■ Instructions for the task: Should the listing contain images, exclude them; give the rest again exactly.

╭─ Recorded information

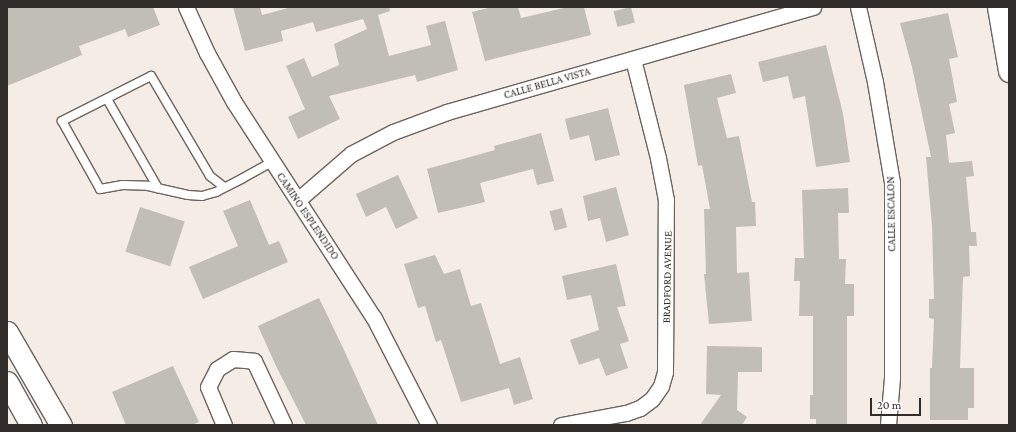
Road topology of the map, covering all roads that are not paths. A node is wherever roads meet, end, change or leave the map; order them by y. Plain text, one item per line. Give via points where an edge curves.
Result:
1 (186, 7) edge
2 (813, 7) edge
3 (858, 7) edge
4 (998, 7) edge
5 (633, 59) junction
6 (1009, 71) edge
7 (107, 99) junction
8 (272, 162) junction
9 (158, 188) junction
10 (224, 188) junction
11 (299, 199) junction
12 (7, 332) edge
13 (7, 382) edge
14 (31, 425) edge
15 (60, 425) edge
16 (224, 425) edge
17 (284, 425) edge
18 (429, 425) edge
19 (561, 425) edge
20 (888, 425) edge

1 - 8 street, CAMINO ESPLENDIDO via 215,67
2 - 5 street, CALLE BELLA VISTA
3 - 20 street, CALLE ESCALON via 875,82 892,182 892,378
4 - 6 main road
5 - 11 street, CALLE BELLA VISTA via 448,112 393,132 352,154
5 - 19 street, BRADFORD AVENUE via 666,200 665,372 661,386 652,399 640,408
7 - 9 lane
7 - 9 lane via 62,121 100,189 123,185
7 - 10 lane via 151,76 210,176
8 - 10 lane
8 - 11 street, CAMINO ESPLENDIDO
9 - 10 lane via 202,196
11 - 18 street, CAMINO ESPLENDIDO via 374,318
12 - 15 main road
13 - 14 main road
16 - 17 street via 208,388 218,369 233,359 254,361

╰─

■ Answer for this exercise:
Road topology of the map, covering all roads that are not paths. A node is wherever roads meet, end, change or leave the map; order them by y. Plain text, one item per line. Give via points where an edge curves.
Result:
1 (186, 7) edge
2 (813, 7) edge
3 (858, 7) edge
4 (998, 7) edge
5 (633, 59) junction
6 (1009, 71) edge
7 (107, 99) junction
8 (272, 162) junction
9 (158, 188) junction
10 (224, 188) junction
11 (299, 199) junction
12 (7, 332) edge
13 (7, 382) edge
14 (31, 425) edge
15 (60, 425) edge
16 (224, 425) edge
17 (284, 425) edge
18 (429, 425) edge
19 (561, 425) edge
20 (888, 425) edge

1 - 8 street, CAMINO ESPLENDIDO via 215,67
2 - 5 street, CALLE BELLA VISTA
3 - 20 street, CALLE ESCALON via 875,82 892,182 892,378
4 - 6 main road
5 - 11 street, CALLE BELLA VISTA via 448,112 393,132 352,154
5 - 19 street, BRADFORD AVENUE via 666,200 665,372 661,386 652,399 640,408
7 - 9 lane
7 - 9 lane via 62,121 100,189 123,185
7 - 10 lane via 151,76 210,176
8 - 10 lane
8 - 11 street, CAMINO ESPLENDIDO
9 - 10 lane via 202,196
11 - 18 street, CAMINO ESPLENDIDO via 374,318
12 - 15 main road
13 - 14 main road
16 - 17 street via 208,388 218,369 233,359 254,361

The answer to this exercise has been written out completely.